(DATA FOR THIS TASK)
☆ ☆ ☆

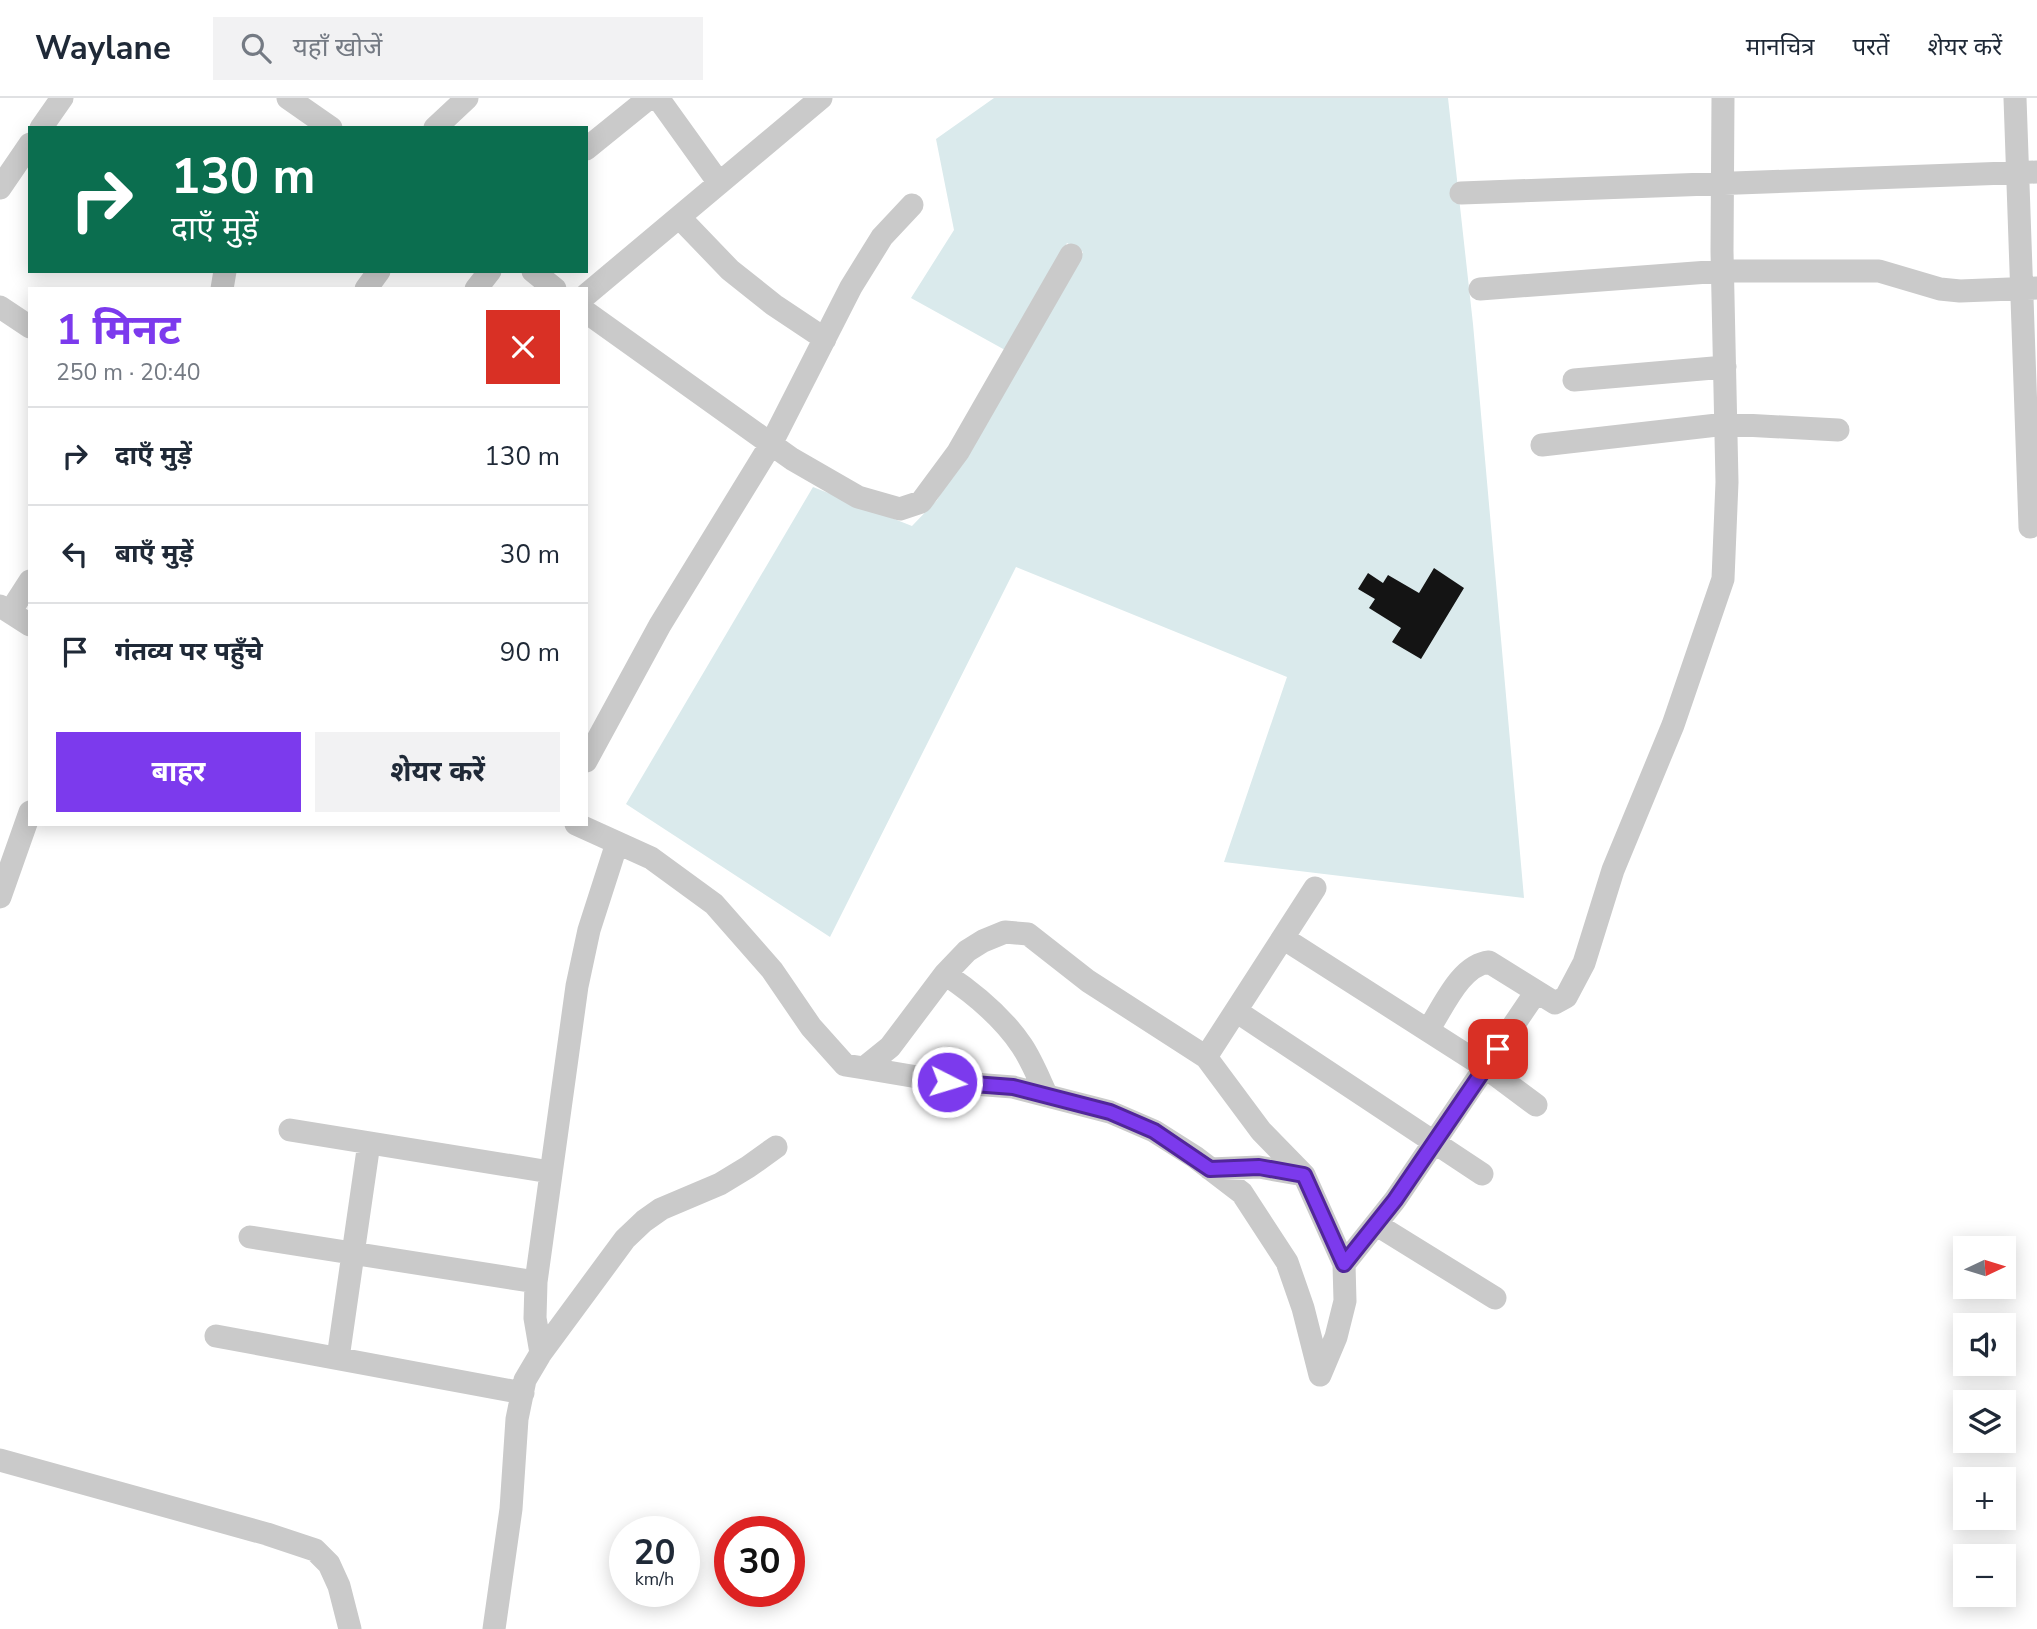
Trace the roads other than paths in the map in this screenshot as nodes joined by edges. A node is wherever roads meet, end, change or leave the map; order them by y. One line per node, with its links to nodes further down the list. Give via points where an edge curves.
1 (62, 98): 9 (street)
2 (288, 98): 10 (street)
3 (467, 98): 11 (street)
4 (649, 98): 13 (street)
5 (658, 98): 16 (street)
6 (821, 98): 16 (street)
7 (1723, 98): 17 (street)
8 (2015, 98): 14 (street)
9 (42, 126)
10 (328, 126)
11 (437, 126)
12 (28, 146): 15 (street)
13 (588, 147)
14 (2027, 173): 17 (street); 28 (street)
15 (4, 174)
16 (719, 183): 20 (street)
17 (1723, 183): 18 (street); 22 (street)
18 (1461, 193)
19 (912, 205): 33 (street, via 882,237)
20 (679, 218): 29 (street); 33 (street, via 730,270)
21 (1070, 255): 38 (street, via 958,452 921,502 900,509 858,497)
22 (1722, 271): 27 (street); 28 (street, via 1879,271 1940,289); 34 (street)
23 (489, 273): 25 (street)
24 (535, 273): 26 (street)
25 (479, 287)
26 (553, 287)
27 (1480, 289)
28 (2030, 289): 40 (street)
29 (588, 293)
30 (0, 306): 32 (street)
31 (588, 314): 38 (street)
32 (28, 326)
33 (825, 339): 38 (street)
34 (1725, 367): 35 (street); 36 (street)
35 (1574, 380)
36 (1726, 424): 37 (street); 39 (street); 52 (street, via 1723,579 1673,725 1613,870 1584,963 1566,998 1555,1003)
37 (1838, 430)
38 (771, 444): 44 (street, via 660,625)
39 (1542, 445)
40 (2030, 527)
41 (28, 583): 42 (street)
42 (5, 609): 43 (street)
43 (28, 624)
44 (588, 757)
45 (28, 818): 49 (street)
46 (581, 826): 47 (street)
47 (617, 842): 56 (street, via 652,858 714,904 845,1065); 65 (street, via 577,986)
48 (1315, 888): 50 (street)
49 (0, 897)
50 (1283, 938): 53 (street); 54 (street)
51 (945, 974): 55 (street, via 983,941 1005,932 1028,934 1088,981); 56 (street, via 890,1047); 58 (street, via 974,993 1023,1046)
52 (1536, 992): 54 (street, via 1489,962 1481,963 1466,971); 57 (street)
53 (1236, 1011): 55 (street); 62 (street)
54 (1428, 1030): 57 (street)
55 (1206, 1057): 67 (street, via 1261,1132)
56 (864, 1068): 58 (street, via 1013,1087)
57 (1485, 1068): 59 (street); 62 (street)
58 (1047, 1096): 64 (street, via 1110,1112 1154,1131)
59 (1536, 1105)
60 (290, 1130): 61 (street)
61 (369, 1143): 65 (street); 70 (street)
62 (1435, 1143): 66 (street); 68 (street)
63 (776, 1147): 75 (street, via 720,1184 644,1221 625,1239)
64 (1210, 1169): 67 (street, via 1259,1167); 71 (street, via 1242,1193 1287,1262 1320,1375 1345,1301)
65 (550, 1171): 72 (street)
66 (1482, 1174)
67 (1304, 1175): 71 (street)
68 (1377, 1225): 71 (street); 73 (street)
69 (250, 1237): 70 (street)
70 (353, 1255): 72 (street); 76 (street)
71 (1344, 1264)
72 (536, 1282): 75 (street, via 535,1318)
73 (1495, 1298)
74 (216, 1336): 76 (street)
75 (541, 1353): 77 (street)
76 (338, 1358): 77 (street)
77 (523, 1392): 80 (street)
78 (0, 1460): 79 (street, via 315,1550 329,1564 339,1586)
79 (350, 1629)
80 (494, 1629)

☆ ☆ ☆

(TASK ITEM) Output each record above word for word, leaving out images.

(EXERCISE RESULT)
Trace the roads other than paths in the map in this screenshot as nodes joined by edges. A node is wherever roads meet, end, change or leave the map; order them by y. One line per node, with its links to nodes further down the list. Give via points where an edge curves.
1 (62, 98): 9 (street)
2 (288, 98): 10 (street)
3 (467, 98): 11 (street)
4 (649, 98): 13 (street)
5 (658, 98): 16 (street)
6 (821, 98): 16 (street)
7 (1723, 98): 17 (street)
8 (2015, 98): 14 (street)
9 (42, 126)
10 (328, 126)
11 (437, 126)
12 (28, 146): 15 (street)
13 (588, 147)
14 (2027, 173): 17 (street); 28 (street)
15 (4, 174)
16 (719, 183): 20 (street)
17 (1723, 183): 18 (street); 22 (street)
18 (1461, 193)
19 (912, 205): 33 (street, via 882,237)
20 (679, 218): 29 (street); 33 (street, via 730,270)
21 (1070, 255): 38 (street, via 958,452 921,502 900,509 858,497)
22 (1722, 271): 27 (street); 28 (street, via 1879,271 1940,289); 34 (street)
23 (489, 273): 25 (street)
24 (535, 273): 26 (street)
25 (479, 287)
26 (553, 287)
27 (1480, 289)
28 (2030, 289): 40 (street)
29 (588, 293)
30 (0, 306): 32 (street)
31 (588, 314): 38 (street)
32 (28, 326)
33 (825, 339): 38 (street)
34 (1725, 367): 35 (street); 36 (street)
35 (1574, 380)
36 (1726, 424): 37 (street); 39 (street); 52 (street, via 1723,579 1673,725 1613,870 1584,963 1566,998 1555,1003)
37 (1838, 430)
38 (771, 444): 44 (street, via 660,625)
39 (1542, 445)
40 (2030, 527)
41 (28, 583): 42 (street)
42 (5, 609): 43 (street)
43 (28, 624)
44 (588, 757)
45 (28, 818): 49 (street)
46 (581, 826): 47 (street)
47 (617, 842): 56 (street, via 652,858 714,904 845,1065); 65 (street, via 577,986)
48 (1315, 888): 50 (street)
49 (0, 897)
50 (1283, 938): 53 (street); 54 (street)
51 (945, 974): 55 (street, via 983,941 1005,932 1028,934 1088,981); 56 (street, via 890,1047); 58 (street, via 974,993 1023,1046)
52 (1536, 992): 54 (street, via 1489,962 1481,963 1466,971); 57 (street)
53 (1236, 1011): 55 (street); 62 (street)
54 (1428, 1030): 57 (street)
55 (1206, 1057): 67 (street, via 1261,1132)
56 (864, 1068): 58 (street, via 1013,1087)
57 (1485, 1068): 59 (street); 62 (street)
58 (1047, 1096): 64 (street, via 1110,1112 1154,1131)
59 (1536, 1105)
60 (290, 1130): 61 (street)
61 (369, 1143): 65 (street); 70 (street)
62 (1435, 1143): 66 (street); 68 (street)
63 (776, 1147): 75 (street, via 720,1184 644,1221 625,1239)
64 (1210, 1169): 67 (street, via 1259,1167); 71 (street, via 1242,1193 1287,1262 1320,1375 1345,1301)
65 (550, 1171): 72 (street)
66 (1482, 1174)
67 (1304, 1175): 71 (street)
68 (1377, 1225): 71 (street); 73 (street)
69 (250, 1237): 70 (street)
70 (353, 1255): 72 (street); 76 (street)
71 (1344, 1264)
72 (536, 1282): 75 (street, via 535,1318)
73 (1495, 1298)
74 (216, 1336): 76 (street)
75 (541, 1353): 77 (street)
76 (338, 1358): 77 (street)
77 (523, 1392): 80 (street)
78 (0, 1460): 79 (street, via 315,1550 329,1564 339,1586)
79 (350, 1629)
80 (494, 1629)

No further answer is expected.